[Records from a data collection]
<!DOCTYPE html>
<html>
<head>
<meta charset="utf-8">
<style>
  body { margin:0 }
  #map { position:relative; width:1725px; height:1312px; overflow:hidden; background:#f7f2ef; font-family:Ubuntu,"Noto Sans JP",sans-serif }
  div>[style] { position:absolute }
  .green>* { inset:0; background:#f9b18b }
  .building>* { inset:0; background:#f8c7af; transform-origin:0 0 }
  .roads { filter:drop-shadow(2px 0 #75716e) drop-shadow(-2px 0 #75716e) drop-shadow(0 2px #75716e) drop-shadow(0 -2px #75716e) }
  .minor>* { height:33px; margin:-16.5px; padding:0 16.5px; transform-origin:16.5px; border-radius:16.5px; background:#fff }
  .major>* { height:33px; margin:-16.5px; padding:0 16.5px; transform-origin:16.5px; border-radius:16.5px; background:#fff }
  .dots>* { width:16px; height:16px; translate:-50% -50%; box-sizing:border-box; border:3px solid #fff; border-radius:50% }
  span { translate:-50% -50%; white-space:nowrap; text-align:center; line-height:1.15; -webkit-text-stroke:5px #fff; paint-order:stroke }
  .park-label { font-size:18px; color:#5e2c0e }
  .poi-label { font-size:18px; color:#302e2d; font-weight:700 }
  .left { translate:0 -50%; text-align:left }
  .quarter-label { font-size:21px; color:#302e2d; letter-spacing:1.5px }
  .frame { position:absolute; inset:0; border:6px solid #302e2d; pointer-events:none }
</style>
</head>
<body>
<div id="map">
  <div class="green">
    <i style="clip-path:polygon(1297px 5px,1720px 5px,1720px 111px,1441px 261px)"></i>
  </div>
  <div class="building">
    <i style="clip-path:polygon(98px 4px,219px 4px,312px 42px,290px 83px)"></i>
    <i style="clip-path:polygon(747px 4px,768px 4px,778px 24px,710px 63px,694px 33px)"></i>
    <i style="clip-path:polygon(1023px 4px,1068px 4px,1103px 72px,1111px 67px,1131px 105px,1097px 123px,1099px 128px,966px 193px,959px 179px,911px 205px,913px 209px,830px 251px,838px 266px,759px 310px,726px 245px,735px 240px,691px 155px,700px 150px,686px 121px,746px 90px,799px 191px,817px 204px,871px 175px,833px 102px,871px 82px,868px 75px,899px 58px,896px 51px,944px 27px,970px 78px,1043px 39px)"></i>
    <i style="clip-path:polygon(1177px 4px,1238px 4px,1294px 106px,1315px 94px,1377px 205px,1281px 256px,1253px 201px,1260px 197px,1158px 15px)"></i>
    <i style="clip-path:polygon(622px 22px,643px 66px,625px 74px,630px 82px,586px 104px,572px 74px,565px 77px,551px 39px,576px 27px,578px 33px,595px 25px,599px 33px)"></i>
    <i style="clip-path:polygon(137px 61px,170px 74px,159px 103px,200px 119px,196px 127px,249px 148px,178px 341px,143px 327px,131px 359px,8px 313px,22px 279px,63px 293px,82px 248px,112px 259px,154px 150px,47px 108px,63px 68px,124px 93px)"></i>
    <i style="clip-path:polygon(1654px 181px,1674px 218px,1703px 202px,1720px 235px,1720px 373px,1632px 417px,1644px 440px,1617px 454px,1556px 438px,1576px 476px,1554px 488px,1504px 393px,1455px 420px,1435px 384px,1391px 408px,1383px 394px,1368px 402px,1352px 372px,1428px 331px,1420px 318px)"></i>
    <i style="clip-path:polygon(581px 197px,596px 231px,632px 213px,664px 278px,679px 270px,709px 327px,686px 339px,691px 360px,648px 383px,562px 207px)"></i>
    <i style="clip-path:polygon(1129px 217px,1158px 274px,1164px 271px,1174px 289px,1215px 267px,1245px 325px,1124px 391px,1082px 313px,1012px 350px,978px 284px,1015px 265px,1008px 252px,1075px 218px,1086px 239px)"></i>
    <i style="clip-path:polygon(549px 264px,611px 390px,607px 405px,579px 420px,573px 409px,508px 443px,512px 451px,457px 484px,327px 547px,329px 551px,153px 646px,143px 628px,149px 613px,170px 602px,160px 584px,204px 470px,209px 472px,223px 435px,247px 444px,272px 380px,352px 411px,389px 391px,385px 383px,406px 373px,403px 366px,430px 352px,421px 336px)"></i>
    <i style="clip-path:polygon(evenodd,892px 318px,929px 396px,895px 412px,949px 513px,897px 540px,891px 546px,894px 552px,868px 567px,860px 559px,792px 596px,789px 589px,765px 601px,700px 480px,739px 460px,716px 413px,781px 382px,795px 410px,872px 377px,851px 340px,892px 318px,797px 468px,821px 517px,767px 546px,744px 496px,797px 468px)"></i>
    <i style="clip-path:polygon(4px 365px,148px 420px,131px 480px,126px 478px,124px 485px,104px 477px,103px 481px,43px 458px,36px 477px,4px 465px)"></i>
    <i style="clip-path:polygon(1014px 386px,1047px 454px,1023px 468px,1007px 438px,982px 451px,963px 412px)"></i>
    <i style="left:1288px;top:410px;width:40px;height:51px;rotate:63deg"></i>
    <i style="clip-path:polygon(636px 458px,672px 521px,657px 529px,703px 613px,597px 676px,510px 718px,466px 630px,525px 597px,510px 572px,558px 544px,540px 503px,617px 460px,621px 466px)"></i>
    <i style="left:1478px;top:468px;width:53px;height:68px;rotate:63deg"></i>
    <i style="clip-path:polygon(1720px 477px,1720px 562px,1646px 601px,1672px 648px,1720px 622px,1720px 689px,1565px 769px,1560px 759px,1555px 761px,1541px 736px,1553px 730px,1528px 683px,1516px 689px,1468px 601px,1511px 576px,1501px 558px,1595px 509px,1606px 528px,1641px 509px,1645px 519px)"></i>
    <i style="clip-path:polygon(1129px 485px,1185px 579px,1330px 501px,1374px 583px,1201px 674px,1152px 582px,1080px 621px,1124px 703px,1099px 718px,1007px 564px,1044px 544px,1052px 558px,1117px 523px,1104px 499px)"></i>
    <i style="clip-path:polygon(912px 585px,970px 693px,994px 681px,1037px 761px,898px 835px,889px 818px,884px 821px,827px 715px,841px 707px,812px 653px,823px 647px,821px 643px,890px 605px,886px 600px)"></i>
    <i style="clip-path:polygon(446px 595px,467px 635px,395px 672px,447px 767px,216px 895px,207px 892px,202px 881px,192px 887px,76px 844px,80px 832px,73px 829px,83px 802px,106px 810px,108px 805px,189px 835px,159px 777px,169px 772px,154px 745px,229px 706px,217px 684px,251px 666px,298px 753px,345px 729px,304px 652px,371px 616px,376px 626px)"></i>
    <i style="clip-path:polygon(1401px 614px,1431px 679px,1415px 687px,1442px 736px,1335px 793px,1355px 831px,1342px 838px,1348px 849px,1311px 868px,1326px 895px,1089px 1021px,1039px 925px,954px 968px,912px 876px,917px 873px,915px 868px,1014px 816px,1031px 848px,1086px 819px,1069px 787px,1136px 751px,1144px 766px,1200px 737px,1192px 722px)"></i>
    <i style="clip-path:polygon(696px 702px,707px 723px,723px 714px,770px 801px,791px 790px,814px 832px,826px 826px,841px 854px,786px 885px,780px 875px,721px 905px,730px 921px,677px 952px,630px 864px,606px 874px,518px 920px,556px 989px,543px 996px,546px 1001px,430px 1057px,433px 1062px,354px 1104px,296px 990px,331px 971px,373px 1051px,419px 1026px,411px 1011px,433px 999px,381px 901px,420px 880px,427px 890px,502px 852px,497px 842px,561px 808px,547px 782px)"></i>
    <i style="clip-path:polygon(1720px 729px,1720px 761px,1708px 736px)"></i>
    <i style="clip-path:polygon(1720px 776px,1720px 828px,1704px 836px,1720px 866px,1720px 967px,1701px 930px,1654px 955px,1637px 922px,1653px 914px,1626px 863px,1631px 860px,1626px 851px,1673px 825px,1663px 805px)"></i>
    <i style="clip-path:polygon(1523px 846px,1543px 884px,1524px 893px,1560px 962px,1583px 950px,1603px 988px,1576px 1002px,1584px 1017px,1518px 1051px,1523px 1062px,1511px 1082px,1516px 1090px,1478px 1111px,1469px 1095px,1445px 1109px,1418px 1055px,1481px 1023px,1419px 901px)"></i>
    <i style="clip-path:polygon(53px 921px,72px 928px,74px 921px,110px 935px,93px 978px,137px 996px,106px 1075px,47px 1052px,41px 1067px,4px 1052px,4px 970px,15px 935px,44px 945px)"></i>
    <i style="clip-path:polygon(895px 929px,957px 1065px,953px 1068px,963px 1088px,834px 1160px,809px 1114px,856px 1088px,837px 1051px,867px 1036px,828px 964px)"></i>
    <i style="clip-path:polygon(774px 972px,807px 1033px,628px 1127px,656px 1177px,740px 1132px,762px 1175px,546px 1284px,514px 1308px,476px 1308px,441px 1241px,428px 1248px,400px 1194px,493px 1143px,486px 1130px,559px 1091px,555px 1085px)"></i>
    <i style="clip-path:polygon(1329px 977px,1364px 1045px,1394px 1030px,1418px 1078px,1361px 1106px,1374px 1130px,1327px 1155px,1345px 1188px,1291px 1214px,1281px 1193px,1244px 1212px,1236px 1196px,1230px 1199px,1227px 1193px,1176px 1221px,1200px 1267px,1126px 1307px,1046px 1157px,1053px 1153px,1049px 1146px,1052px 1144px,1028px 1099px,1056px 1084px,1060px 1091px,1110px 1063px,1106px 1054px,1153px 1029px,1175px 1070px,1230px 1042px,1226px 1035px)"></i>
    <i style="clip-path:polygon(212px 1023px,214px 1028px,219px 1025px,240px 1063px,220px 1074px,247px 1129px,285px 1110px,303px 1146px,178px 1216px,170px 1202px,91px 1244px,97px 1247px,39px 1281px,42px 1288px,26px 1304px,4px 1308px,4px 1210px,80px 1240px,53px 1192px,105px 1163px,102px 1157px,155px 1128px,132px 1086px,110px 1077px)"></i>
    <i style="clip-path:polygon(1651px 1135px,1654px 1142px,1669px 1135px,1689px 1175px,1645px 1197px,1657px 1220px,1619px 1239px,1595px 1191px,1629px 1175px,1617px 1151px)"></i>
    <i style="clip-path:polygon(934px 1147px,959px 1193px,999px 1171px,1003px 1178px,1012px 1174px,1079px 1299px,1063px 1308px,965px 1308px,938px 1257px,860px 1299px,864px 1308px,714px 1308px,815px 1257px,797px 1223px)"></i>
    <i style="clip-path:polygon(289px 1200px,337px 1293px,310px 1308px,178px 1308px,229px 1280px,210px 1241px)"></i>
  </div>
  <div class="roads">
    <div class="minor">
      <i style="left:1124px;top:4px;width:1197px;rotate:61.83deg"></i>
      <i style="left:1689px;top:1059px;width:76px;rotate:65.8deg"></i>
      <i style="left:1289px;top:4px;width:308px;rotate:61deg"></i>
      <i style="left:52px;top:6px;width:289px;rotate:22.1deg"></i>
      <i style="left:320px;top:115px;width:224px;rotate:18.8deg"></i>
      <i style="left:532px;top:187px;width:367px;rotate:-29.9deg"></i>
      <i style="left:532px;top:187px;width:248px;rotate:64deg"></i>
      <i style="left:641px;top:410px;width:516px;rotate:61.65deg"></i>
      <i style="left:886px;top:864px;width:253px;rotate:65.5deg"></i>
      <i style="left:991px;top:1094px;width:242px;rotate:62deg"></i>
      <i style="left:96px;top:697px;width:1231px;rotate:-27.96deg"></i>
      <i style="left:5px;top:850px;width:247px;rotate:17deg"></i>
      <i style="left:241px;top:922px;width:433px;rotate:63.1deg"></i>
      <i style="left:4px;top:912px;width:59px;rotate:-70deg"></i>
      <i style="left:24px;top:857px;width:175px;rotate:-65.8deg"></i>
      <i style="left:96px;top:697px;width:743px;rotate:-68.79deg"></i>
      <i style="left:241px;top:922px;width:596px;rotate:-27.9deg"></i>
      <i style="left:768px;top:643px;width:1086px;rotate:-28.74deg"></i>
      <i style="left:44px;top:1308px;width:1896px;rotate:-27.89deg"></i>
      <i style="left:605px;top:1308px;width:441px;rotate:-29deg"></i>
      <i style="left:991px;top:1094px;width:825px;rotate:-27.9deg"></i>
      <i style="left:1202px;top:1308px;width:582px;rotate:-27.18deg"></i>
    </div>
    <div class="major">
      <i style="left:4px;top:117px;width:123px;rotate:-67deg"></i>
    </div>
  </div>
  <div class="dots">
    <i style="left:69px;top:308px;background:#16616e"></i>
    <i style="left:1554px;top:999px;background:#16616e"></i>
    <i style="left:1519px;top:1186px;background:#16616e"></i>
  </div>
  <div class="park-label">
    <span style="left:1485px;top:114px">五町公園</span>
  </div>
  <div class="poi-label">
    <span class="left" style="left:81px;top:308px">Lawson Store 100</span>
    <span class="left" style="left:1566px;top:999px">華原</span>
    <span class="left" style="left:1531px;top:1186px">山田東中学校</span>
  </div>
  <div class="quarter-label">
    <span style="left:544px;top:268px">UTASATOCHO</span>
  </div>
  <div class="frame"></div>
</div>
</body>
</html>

● YOUR OBJECTIVE:
Exactly as they appear, retype the lines from the start of the records through the line containing "filter:drop-shadow(2px 0 #75716e)".

● THE ANSWER:
<!DOCTYPE html>
<html>
<head>
<meta charset="utf-8">
<style>
  body { margin:0 }
  #map { position:relative; width:1725px; height:1312px; overflow:hidden; background:#f7f2ef; font-family:Ubuntu,"Noto Sans JP",sans-serif }
  div>[style] { position:absolute }
  .green>* { inset:0; background:#f9b18b }
  .building>* { inset:0; background:#f8c7af; transform-origin:0 0 }
  .roads { filter:drop-shadow(2px 0 #75716e) drop-shadow(-2px 0 #75716e) drop-shadow(0 2px #75716e) drop-shadow(0 -2px #75716e) }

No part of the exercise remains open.